# Watching Too Cute and OMG



## dooneygirl09 (Mar 9, 2012)

I want a Chow!! They are SO freakin' cute. I needa bigger house! lol


----------



## chowder (Sep 7, 2008)

After 5 days at the dog show, I finally saw ONE!! and that was the winner waiting around for the best in show contest. In 5 days they had 3 Chows show up total. They are just not that common anymore. Probably because of all the breed restrictions and homeowners insurance refusing to let you have them anymore. Plus animal control telling everyone that they are the one dog that should be banned (my pet peeve!) 

If you get one, have a good vacuum cleaner!!


----------



## Liz (Sep 27, 2010)

wder, I think you will be seeing lovely Chow Chow's coming back. They got popular around the same time as Shar Pei's and both breed have suffered. I was glad to see them disappear for a while because that is what happened with Collie's. When they were being ruined breeders started limiting litters and being much more careful on placements, and neutering and spaying.
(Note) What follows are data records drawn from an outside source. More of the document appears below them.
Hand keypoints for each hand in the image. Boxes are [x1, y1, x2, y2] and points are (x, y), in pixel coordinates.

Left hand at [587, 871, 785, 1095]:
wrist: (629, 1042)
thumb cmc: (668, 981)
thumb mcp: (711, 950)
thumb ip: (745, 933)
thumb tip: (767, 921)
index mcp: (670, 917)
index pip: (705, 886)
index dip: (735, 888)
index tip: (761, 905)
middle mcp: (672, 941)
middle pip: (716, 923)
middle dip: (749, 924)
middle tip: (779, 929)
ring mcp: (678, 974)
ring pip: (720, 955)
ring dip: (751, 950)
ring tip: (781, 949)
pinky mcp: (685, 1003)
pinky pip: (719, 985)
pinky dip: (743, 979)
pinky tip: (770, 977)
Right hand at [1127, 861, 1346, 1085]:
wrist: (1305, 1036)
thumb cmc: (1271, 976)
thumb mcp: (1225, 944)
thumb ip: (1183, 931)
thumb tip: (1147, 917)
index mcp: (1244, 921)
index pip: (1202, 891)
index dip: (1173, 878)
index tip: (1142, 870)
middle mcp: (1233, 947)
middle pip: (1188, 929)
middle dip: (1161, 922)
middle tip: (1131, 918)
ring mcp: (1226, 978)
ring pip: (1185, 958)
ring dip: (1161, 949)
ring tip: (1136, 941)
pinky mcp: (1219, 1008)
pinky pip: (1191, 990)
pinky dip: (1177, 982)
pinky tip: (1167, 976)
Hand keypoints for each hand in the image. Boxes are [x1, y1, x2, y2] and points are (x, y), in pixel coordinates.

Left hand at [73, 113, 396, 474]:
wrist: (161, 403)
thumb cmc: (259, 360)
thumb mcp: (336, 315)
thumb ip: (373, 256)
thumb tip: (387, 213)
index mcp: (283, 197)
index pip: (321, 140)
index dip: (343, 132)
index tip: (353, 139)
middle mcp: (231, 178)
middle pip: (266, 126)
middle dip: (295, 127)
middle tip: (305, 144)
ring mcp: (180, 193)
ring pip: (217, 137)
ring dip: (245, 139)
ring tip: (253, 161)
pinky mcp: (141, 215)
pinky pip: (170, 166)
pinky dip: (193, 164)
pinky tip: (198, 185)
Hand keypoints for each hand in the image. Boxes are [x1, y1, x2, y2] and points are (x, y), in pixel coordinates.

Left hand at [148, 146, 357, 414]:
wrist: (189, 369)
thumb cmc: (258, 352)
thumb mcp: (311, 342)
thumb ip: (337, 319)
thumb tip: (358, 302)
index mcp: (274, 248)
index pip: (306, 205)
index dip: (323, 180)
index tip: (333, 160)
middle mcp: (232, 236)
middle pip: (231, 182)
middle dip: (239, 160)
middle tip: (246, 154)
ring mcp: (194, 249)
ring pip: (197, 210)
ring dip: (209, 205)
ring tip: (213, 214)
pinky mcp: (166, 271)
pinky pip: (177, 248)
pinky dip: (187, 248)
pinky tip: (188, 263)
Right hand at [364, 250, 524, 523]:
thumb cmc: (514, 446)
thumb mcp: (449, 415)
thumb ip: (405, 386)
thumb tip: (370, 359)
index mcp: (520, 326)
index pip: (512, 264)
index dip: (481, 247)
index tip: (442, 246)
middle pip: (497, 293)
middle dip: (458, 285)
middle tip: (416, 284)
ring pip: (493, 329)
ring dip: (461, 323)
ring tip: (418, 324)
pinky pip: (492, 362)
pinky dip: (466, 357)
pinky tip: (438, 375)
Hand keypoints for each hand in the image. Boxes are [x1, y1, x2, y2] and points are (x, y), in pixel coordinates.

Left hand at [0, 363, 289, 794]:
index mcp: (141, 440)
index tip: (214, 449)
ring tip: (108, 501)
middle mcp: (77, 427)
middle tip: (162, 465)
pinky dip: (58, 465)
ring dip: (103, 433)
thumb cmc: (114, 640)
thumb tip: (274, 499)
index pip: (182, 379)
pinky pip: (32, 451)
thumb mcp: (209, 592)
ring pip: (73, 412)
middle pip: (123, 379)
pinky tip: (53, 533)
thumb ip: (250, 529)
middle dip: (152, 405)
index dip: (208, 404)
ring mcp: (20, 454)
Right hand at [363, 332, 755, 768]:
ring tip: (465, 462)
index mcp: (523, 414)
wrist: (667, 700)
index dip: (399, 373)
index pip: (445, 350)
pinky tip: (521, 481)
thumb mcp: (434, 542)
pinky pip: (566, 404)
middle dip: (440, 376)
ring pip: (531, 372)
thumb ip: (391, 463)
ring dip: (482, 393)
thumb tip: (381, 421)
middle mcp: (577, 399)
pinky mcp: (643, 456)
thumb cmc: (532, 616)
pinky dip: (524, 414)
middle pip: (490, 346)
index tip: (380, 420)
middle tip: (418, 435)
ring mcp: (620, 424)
They have come back the stronger for it. I can wait to see some lovely and correct Chow Chow's again. I am glad you finally saw a few. Were they nice?


----------



## Dogstar (Jan 1, 2016)

Love Chows too! I found out that they are considered one the cutest dog breeds in the world. Chow puppies look like walking teddy bears, they are adorable!


----------



## DeborahJacobs (May 14, 2016)

Ueah. indeed they are awesome! :biggrin:


----------



## Honedge (Sep 27, 2016)

Oh, chow chow:grouphug: looking forward to the pics


----------



## naturalfeddogs (Jan 6, 2011)

Honedge said:


> Oh, chow chow:grouphug: looking forward to the pics


This is a really old thread, I don't know that anyone will be posting pictures.


----------